### PROMPT
The answer must be every line below that holds the word "sans".

Stored records:
____________________

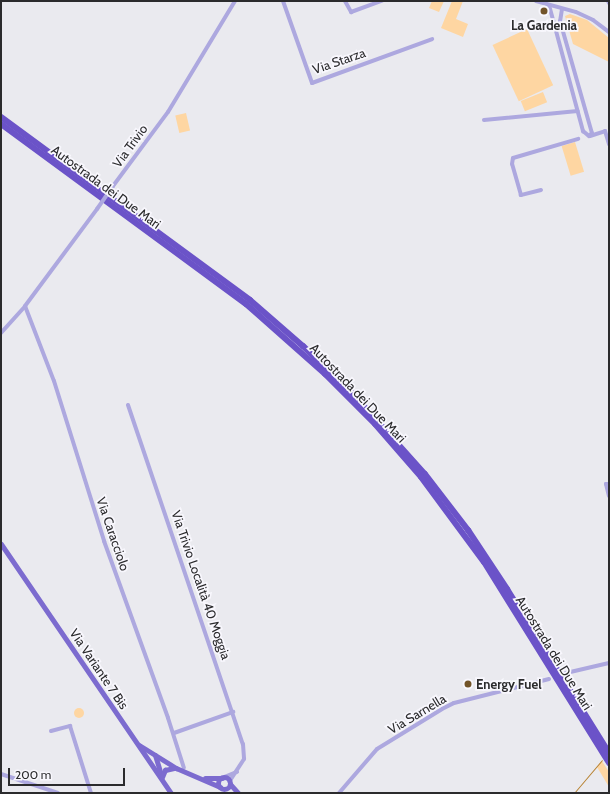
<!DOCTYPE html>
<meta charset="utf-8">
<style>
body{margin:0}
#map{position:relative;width:610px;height:794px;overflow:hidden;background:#eaeaef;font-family:Cabin,sans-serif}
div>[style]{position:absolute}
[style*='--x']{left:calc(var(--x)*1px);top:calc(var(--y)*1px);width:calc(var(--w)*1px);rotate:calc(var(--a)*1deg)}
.green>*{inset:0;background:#fed6a2;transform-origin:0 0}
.round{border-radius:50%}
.stream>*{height:1px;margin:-0.5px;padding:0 0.5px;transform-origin:0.5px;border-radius:0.5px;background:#b88333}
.minor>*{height:4px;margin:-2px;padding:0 2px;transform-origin:2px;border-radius:2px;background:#ada8df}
.major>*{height:5px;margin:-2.5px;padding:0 2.5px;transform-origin:2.5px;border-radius:2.5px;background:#7c6bcf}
.major>.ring{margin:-2.5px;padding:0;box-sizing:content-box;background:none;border:5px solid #7c6bcf;border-radius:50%}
.highway>*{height:6px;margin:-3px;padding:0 3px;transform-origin:3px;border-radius:3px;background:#6b53c8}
.minor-bridge>*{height:4px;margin:-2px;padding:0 2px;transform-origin:2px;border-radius:2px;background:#ada8df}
.dots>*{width:11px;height:11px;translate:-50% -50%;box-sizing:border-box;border:2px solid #f8f7fd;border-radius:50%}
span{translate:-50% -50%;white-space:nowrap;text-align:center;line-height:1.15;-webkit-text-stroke:3.5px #f8f7fd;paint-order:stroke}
.poi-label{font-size:13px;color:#2b2b2d;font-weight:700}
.left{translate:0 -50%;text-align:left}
.street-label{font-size:13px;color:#2b2b2d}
.frame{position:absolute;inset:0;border:2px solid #2b2b2d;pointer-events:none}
.scale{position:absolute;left:8px;top:768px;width:117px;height:18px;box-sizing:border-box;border:2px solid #2b2b2d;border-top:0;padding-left:5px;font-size:12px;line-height:14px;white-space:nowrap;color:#2b2b2d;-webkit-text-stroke:3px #f8f7fd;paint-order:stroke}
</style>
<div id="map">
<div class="green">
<div style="clip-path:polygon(432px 1px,444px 1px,439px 12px,429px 8px)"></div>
<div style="clip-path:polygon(452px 1px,463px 1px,456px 19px,468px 24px,463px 37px,441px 28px)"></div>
<div style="clip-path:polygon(570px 14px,587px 20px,609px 38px,609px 62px,573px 44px,565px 16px)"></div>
<div style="left:527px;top:29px;width:62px;height:38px;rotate:65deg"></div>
<div style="left:543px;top:92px;width:11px;height:24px;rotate:68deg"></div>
<div style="left:186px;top:113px;width:18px;height:11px;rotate:77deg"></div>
<div style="left:575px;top:142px;width:31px;height:14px;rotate:73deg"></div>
<div class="round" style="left:74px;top:708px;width:10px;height:10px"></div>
<div style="clip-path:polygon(602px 761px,609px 772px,609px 787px,597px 767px)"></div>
</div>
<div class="stream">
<div style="--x:574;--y:793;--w:43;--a:-49.7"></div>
</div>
<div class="minor">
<div style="--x:283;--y:1;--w:87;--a:70.5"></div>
<div style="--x:312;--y:83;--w:128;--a:-20.1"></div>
<div style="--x:345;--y:1;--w:13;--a:61"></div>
<div style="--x:351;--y:12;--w:33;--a:-20"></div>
<div style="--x:536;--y:1;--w:41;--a:15.4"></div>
<div style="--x:576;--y:12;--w:19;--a:25"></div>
<div style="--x:593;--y:20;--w:20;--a:37"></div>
<div style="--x:608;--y:1;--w:2;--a:63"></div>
<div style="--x:549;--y:5;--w:131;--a:74.9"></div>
<div style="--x:583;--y:131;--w:8;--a:40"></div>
<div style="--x:562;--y:9;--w:12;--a:99"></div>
<div style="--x:560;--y:21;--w:116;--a:74.1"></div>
<div style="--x:592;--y:133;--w:4;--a:135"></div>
<div style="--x:484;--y:120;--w:94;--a:-5.5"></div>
<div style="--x:590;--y:136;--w:16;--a:-18"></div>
<div style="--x:605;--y:131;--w:14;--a:73"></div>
<div style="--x:113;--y:186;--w:92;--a:-53.4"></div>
<div style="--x:168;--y:112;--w:130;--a:-58.9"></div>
<div style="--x:541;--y:190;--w:21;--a:166"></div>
<div style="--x:521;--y:195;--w:32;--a:-106"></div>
<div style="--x:512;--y:164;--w:6;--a:-81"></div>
<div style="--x:513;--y:158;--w:68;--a:-16.3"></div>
<div style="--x:25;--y:306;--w:80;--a:68.9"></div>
<div style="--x:54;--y:381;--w:168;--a:72.6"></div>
<div style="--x:104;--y:541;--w:188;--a:70.1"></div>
<div style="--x:168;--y:718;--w:52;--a:72.3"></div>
<div style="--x:1;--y:333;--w:36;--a:-48"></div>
<div style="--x:25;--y:306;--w:121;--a:-53.4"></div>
<div style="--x:128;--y:405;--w:358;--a:71.3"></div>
<div style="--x:243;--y:744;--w:15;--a:86"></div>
<div style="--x:244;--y:759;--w:27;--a:123"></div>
<div style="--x:609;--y:484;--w:3;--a:180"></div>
<div style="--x:606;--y:484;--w:12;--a:76"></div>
<div style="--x:566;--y:673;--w:44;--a:-13.1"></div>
<div style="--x:51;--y:731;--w:20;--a:-15"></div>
<div style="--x:70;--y:726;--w:70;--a:72.6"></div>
<div style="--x:174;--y:733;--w:63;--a:-19.6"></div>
<div style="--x:1;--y:774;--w:60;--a:18.4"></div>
<div style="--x:224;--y:777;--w:14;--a:-21"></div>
<div style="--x:339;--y:793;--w:58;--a:-49.2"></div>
<div style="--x:377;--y:749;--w:76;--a:-31.6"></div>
<div style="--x:442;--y:709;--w:13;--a:-27"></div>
<div style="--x:454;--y:703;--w:98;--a:-14.2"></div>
</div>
<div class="major">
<div style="--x:1;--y:544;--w:301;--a:55.7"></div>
<div style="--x:139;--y:745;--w:44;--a:31.9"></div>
<div style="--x:176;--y:768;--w:48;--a:23.4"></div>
<div style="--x:155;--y:755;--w:21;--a:73"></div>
<div style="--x:162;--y:777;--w:8;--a:-67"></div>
<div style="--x:165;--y:770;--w:9;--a:-13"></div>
<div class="ring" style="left:218px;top:777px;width:7px;height:7px"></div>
<div style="--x:205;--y:778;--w:17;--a:0"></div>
<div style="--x:230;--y:784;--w:12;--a:48"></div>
</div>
<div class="highway">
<div style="--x:1;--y:117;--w:309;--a:36.3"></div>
<div style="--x:250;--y:300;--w:70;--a:41"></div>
<div style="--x:303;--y:346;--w:71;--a:43.9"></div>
<div style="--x:354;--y:395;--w:106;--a:48.1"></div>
<div style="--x:425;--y:474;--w:71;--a:52.5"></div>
<div style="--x:468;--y:530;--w:71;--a:56.5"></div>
<div style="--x:507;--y:589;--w:193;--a:58.1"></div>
<div style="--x:1;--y:124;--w:304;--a:36.3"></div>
<div style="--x:246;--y:304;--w:106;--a:41.5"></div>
<div style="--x:325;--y:374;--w:71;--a:45"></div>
<div style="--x:375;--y:424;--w:70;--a:49"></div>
<div style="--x:421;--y:477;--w:106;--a:53.5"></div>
<div style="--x:484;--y:562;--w:237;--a:58.1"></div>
</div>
<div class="minor-bridge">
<div style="--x:97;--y:209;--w:28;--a:-55"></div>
</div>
<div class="dots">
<div style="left:544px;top:11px;background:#725429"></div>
<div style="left:468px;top:684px;background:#725429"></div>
</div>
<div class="poi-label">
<span style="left:544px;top:25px">La Gardenia</span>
<span class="left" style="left:476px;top:684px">Energy Fuel</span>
</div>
<div class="street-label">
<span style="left:339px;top:61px;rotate:-19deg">Via Starza</span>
<span style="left:130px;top:146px;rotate:-54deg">Via Trivio</span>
<span style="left:106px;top:187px;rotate:36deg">Autostrada dei Due Mari</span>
<span style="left:358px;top:393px;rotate:46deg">Autostrada dei Due Mari</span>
<span style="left:113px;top:534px;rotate:71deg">Via Caracciolo</span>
<span style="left:201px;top:585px;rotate:71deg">Via Trivio Località 40 Moggia</span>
<span style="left:554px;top:653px;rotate:58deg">Autostrada dei Due Mari</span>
<span style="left:99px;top:669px;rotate:56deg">Via Variante 7 Bis</span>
<span style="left:417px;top:714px;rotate:-31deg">Via Sarnella</span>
</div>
<div class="frame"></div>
<div class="scale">200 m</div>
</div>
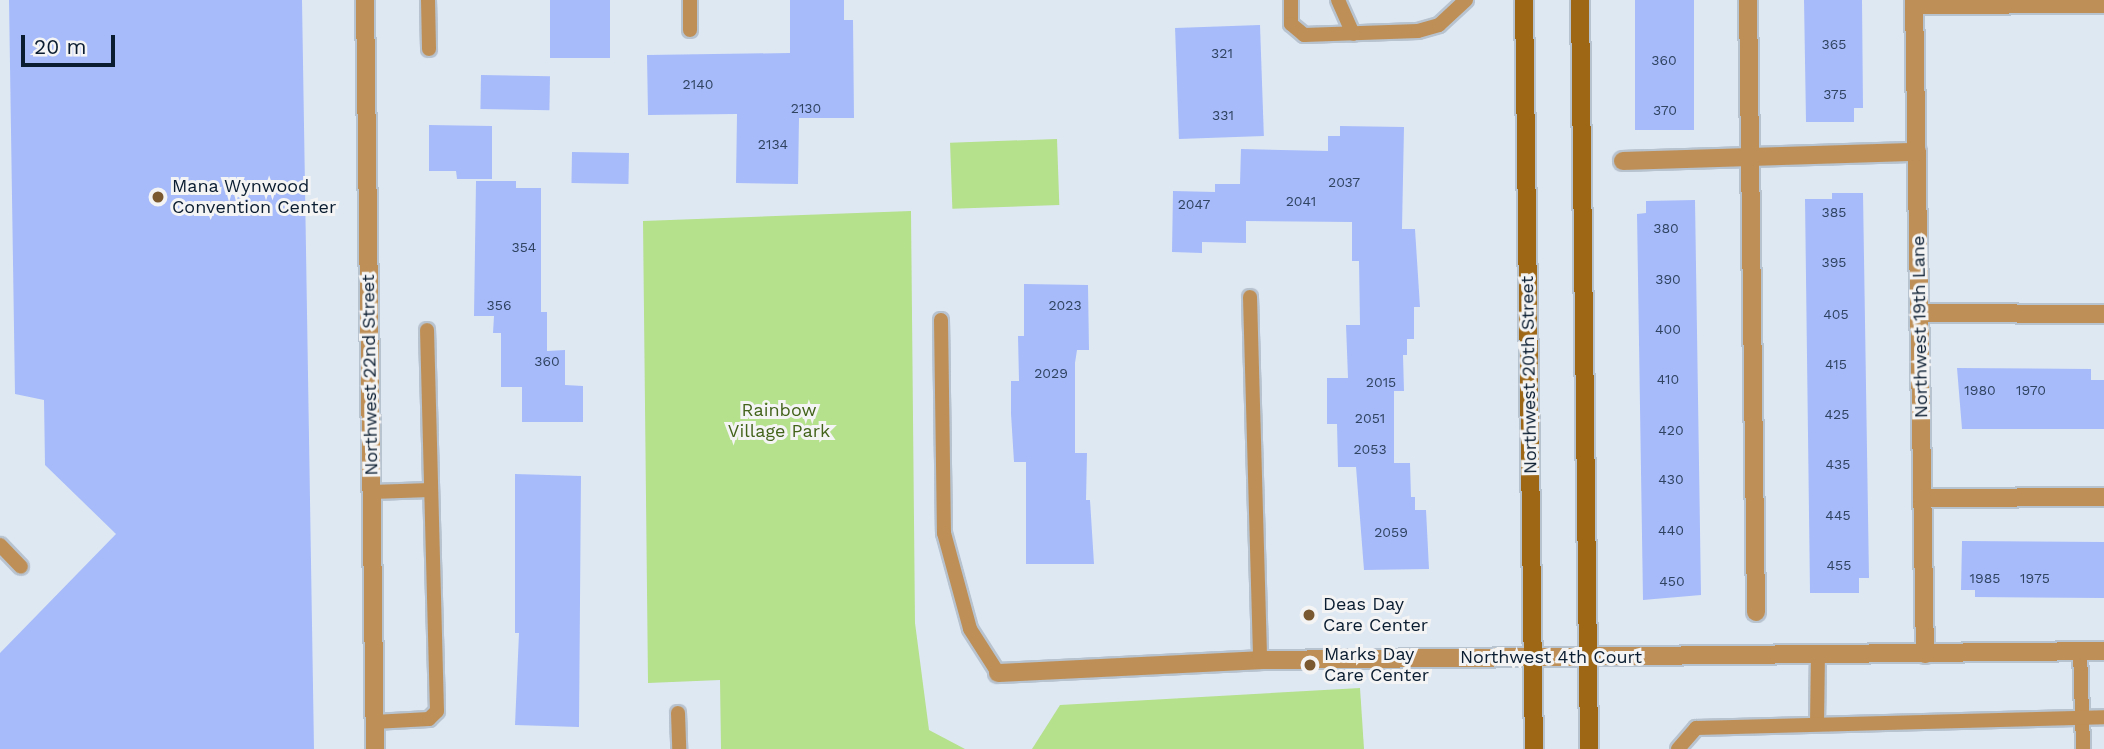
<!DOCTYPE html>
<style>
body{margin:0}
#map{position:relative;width:2104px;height:749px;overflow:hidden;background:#dee8f3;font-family:"Work Sans",sans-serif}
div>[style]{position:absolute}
.green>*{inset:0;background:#b5e08c;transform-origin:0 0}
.building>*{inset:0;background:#a7bbfa;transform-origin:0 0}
.roads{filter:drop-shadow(2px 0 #b8c3d0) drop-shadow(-2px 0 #b8c3d0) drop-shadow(0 2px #b8c3d0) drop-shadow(0 -2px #b8c3d0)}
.lane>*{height:14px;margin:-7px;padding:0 7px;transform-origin:7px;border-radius:7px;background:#be8f56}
.street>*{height:18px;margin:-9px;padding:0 9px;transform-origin:9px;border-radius:9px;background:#be8f56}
.secondary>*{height:18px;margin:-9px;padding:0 9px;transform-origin:9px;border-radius:9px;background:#9e6716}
.dots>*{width:19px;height:19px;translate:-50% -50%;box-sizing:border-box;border:4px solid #f4f4f4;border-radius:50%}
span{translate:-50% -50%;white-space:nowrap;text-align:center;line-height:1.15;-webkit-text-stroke:6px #f4f4f4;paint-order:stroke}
.number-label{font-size:14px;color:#304462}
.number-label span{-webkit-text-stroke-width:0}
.poi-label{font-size:18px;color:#091c30}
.left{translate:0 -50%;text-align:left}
.street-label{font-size:18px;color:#091c30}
.park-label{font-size:18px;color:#43631b}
.scale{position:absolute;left:21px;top:35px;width:94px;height:32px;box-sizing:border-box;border:4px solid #091c30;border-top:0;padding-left:9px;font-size:21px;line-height:24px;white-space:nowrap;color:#091c30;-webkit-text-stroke:5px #f4f4f4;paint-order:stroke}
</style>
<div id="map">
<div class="green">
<i style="left:1057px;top:139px;width:66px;height:107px;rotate:88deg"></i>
<i style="clip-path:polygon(911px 211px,915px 623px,929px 730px,965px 749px,721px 749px,720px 680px,648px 683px,643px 221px)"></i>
<i style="clip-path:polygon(1360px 688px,1364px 749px,1032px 749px,1060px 705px)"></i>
</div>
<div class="building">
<i style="clip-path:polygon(9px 0,302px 0,314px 749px,0 749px,0 653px,116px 534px,45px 465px,44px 400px,15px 394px)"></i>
<i style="left:550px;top:0;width:60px;height:58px"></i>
<i style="clip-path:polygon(790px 0,844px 0,844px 20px,853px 20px,854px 118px,799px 118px,798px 184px,736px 183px,737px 114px,648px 115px,647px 55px,790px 53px)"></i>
<i style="left:1635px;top:0;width:59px;height:130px"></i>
<i style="clip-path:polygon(1804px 0,1862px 0,1863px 108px,1854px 108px,1854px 122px,1806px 122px)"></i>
<i style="left:1260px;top:25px;width:111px;height:85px;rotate:88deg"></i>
<i style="left:481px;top:75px;width:69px;height:34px;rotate:1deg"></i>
<i style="clip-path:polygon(429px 125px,492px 126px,492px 179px,457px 179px,456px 171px,429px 171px)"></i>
<i style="clip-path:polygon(1340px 126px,1404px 127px,1402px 229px,1415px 229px,1420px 307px,1414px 307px,1414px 339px,1407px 339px,1407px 355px,1403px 355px,1404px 391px,1394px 391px,1394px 463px,1410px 463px,1411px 497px,1415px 497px,1415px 510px,1426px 510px,1429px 569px,1364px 570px,1356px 467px,1338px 467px,1337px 424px,1327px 424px,1327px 378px,1348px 378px,1346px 325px,1360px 325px,1359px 261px,1352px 261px,1352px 222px,1246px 221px,1246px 243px,1202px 242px,1202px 253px,1172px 252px,1173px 191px,1215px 192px,1215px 184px,1240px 184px,1241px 149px,1328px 151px,1328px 136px,1340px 136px)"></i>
<i style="left:572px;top:152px;width:57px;height:31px;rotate:1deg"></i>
<i style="clip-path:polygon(476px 181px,516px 181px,516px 188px,541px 188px,541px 312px,547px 312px,547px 351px,565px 350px,565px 385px,583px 386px,583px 422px,522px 422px,522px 387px,501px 387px,501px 333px,493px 333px,494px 316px,474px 316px)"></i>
<i style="clip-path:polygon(1832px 193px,1863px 193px,1869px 578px,1859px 578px,1859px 593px,1810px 593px,1805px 199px,1832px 199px)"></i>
<i style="clip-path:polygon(1695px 200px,1701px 595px,1643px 600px,1637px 214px,1646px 213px,1646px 201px)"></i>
<i style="clip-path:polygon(1024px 284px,1088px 285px,1089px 350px,1077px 350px,1075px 363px,1075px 453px,1087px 453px,1086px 500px,1090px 500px,1094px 564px,1026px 564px,1026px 462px,1014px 462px,1011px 414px,1011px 381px,1019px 381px,1018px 336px,1024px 336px)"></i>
<i style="clip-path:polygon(1957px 368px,2091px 369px,2091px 380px,2104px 380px,2104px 429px,1962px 429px)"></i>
<i style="clip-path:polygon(515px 474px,581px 476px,579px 727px,515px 725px,519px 633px,515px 633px)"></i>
<i style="clip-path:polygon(1962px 541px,2104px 542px,2104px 598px,1975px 597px,1975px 590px,1961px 590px)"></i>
</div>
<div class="roads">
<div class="lane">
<i style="left:428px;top:0;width:49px;rotate:88.8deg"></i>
<i style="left:690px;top:0;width:30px;rotate:90deg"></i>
<i style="left:1291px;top:0;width:24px;rotate:90deg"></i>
<i style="left:1291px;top:24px;width:17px;rotate:40deg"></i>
<i style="left:1304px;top:35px;width:114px;rotate:-2deg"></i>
<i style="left:1418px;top:31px;width:22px;rotate:-16deg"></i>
<i style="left:1439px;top:25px;width:37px;rotate:-43deg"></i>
<i style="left:1338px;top:0;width:37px;rotate:66deg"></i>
<i style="left:1250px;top:297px;width:363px;rotate:88.4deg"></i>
<i style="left:941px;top:320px;width:213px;rotate:89.2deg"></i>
<i style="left:944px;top:533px;width:99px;rotate:74.8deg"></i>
<i style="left:970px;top:629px;width:52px;rotate:57.5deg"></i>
<i style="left:371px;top:492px;width:60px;rotate:-1.9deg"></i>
<i style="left:0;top:545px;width:30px;rotate:46deg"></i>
<i style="left:2080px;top:651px;width:98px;rotate:88.2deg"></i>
<i style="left:678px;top:713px;width:36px;rotate:88deg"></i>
<i style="left:374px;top:722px;width:55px;rotate:-3.1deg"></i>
<i style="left:429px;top:719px;width:11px;rotate:-45deg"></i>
<i style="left:437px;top:711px;width:381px;rotate:-91.5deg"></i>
<i style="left:1817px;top:724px;width:68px;rotate:-89.2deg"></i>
<i style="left:1678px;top:749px;width:28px;rotate:-49deg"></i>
<i style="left:1696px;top:728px;width:408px;rotate:-1.5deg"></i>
</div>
<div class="street">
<i style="left:365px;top:0;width:749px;rotate:89.24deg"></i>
<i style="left:1748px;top:0;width:612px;rotate:89.25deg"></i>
<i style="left:1914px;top:0;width:654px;rotate:89.04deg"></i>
<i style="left:1914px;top:5px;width:190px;rotate:-0.3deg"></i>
<i style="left:1623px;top:161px;width:294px;rotate:-1.8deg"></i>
<i style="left:1919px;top:313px;width:185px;rotate:0.3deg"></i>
<i style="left:1922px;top:498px;width:182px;rotate:-0.3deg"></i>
<i style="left:998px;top:673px;width:262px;rotate:-2.8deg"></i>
<i style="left:1260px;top:660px;width:844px;rotate:-0.61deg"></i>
</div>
<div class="secondary">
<i style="left:1524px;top:0;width:749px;rotate:89.24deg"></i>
<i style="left:1580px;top:0;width:749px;rotate:89.31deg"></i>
</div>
</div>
<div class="dots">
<i style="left:158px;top:197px;background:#7a5930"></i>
<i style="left:1309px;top:615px;background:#7a5930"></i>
<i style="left:1310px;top:665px;background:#7a5930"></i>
</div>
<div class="number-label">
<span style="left:1834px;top:44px">365</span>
<span style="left:1222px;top:53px">321</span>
<span style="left:1664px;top:60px">360</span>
<span style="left:698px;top:84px">2140</span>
<span style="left:1835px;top:94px">375</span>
<span style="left:806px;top:108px">2130</span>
<span style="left:1665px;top:110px">370</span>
<span style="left:1223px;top:115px">331</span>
<span style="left:773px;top:144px">2134</span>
<span style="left:1344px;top:182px">2037</span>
<span style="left:1301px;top:201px">2041</span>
<span style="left:1194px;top:204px">2047</span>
<span style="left:1834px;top:212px">385</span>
<span style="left:1666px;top:228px">380</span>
<span style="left:524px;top:247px">354</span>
<span style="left:1834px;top:262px">395</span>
<span style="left:1668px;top:279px">390</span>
<span style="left:499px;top:305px">356</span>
<span style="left:1065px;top:305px">2023</span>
<span style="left:1836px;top:314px">405</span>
<span style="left:1668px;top:329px">400</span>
<span style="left:547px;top:361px">360</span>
<span style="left:1836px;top:364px">415</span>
<span style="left:1051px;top:373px">2029</span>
<span style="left:1668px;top:379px">410</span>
<span style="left:1381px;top:382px">2015</span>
<span style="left:1980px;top:390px">1980</span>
<span style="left:2031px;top:390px">1970</span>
<span style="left:1837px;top:414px">425</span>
<span style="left:1370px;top:418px">2051</span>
<span style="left:1671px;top:430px">420</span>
<span style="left:1370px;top:449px">2053</span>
<span style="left:1838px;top:464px">435</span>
<span style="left:1671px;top:479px">430</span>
<span style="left:1838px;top:515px">445</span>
<span style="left:1671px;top:530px">440</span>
<span style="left:1391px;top:532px">2059</span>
<span style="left:1839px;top:565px">455</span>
<span style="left:1985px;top:578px">1985</span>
<span style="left:2035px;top:578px">1975</span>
<span style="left:1672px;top:581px">450</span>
</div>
<div class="poi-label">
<span class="left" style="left:172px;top:197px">Mana Wynwood<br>Convention Center</span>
<span class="left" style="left:1323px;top:615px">Deas Day<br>Care Center</span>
<span class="left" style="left:1324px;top:665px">Marks Day<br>Care Center</span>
</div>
<div class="street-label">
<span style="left:1920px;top:327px;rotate:-91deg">Northwest 19th Lane</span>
<span style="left:370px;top:375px;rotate:-91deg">Northwest 22nd Street</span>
<span style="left:1529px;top:375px;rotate:-91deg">Northwest 20th Street</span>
<span style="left:1551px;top:657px">Northwest 4th Court</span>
</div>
<div class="park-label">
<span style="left:779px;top:421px">Rainbow<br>Village Park</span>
</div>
<div class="scale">20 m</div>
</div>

____________________

### YOUR RESPONSE
#map{position:relative;width:610px;height:794px;overflow:hidden;background:#eaeaef;font-family:Cabin,sans-serif}
#map{position:relative;width:2104px;height:749px;overflow:hidden;background:#dee8f3;font-family:"Work Sans",sans-serif}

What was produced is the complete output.